■ INSTRUCTIONS TO FOLLOW ■
Using the word "highway" as the filter, copy each matching line from the records.

■ INPUT DATA ■
== == ==

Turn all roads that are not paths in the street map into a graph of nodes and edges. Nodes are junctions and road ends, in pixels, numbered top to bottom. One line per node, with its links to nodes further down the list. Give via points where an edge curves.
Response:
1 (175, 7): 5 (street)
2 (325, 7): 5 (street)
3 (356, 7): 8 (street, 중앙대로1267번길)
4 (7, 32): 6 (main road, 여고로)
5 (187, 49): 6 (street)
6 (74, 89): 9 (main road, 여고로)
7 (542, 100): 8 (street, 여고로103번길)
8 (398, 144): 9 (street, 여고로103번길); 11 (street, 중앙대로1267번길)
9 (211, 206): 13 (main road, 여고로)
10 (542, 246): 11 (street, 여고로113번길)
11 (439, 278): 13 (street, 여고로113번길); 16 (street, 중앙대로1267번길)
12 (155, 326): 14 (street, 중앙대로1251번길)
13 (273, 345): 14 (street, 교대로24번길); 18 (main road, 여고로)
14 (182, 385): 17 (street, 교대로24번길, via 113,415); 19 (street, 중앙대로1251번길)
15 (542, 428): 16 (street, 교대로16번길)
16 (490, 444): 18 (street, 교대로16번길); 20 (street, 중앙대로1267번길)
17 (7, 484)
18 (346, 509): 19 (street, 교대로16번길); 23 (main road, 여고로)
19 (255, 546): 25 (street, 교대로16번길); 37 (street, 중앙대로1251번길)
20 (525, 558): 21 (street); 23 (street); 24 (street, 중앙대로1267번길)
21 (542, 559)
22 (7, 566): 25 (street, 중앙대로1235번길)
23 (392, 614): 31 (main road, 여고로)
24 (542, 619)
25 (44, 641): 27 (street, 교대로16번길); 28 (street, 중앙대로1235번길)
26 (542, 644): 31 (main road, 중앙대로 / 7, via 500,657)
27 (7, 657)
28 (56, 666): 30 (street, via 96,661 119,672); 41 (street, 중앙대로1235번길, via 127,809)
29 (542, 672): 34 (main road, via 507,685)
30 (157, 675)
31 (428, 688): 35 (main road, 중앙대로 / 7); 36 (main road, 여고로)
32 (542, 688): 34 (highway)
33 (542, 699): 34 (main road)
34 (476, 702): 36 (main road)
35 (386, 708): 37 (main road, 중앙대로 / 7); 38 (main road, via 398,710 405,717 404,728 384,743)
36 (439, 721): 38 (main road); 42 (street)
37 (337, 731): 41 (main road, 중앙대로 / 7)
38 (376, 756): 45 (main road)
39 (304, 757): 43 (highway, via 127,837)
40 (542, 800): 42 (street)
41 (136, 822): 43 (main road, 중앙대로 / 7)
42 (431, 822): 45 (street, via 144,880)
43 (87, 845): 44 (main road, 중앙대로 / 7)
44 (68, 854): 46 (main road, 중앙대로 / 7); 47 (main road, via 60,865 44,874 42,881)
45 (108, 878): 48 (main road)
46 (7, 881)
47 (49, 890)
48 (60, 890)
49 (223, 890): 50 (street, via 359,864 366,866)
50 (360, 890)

== == ==

■ SOLVED PROBLEM ■
32 (542, 688): 34 (highway)
39 (304, 757): 43 (highway, via 127,837)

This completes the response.